START Record excerpts

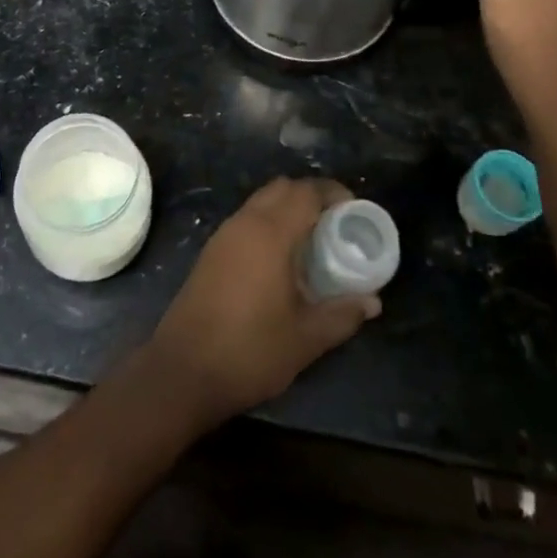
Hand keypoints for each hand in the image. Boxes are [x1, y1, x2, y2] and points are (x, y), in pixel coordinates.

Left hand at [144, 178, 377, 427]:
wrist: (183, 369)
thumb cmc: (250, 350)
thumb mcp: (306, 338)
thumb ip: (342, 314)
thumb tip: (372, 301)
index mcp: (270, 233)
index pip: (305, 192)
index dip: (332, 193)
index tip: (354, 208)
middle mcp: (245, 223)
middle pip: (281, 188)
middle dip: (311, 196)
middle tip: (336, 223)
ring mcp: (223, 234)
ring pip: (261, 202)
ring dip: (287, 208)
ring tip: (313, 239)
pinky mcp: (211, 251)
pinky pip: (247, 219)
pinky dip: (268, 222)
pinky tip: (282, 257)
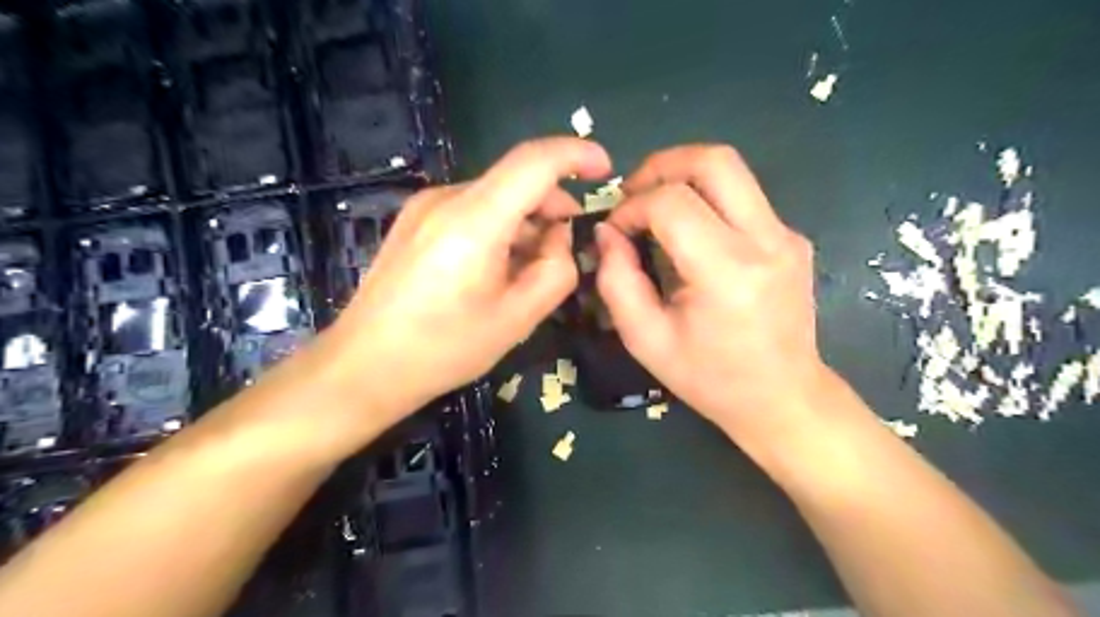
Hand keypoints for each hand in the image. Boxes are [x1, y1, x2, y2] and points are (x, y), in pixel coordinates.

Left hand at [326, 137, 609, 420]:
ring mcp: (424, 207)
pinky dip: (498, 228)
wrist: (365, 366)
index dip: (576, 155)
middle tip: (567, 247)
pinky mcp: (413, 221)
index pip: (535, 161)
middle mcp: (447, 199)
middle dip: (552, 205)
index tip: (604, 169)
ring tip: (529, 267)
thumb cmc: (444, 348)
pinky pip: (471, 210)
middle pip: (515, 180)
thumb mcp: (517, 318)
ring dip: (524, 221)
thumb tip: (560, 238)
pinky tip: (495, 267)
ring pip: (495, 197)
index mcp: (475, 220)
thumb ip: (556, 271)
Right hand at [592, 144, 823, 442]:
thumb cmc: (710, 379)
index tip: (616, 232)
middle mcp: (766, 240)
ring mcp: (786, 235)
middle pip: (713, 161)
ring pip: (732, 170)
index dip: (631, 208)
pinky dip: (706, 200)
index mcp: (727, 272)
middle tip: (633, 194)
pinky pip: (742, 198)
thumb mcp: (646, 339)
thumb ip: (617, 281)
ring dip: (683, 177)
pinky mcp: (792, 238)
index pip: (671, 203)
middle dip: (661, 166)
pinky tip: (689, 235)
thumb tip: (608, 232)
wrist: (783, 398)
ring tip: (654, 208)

END Record excerpts

_Exercise aim_
Output the lines of the records above exactly as they appear, from the line containing "middle pip: (281, 188)" through the line containing "pinky tip: (282, 257)".

_Finished exercise_
middle pip: (281, 188)
middle dip: (311, 196)
middle tip: (336, 223)
ring mcp: (223, 234)
ring pip: (261, 202)
ring dip: (287, 208)
ring tip: (313, 239)
pinky mcp: (211, 251)
pinky pip: (247, 219)
pinky dip: (268, 222)
pinky tip: (282, 257)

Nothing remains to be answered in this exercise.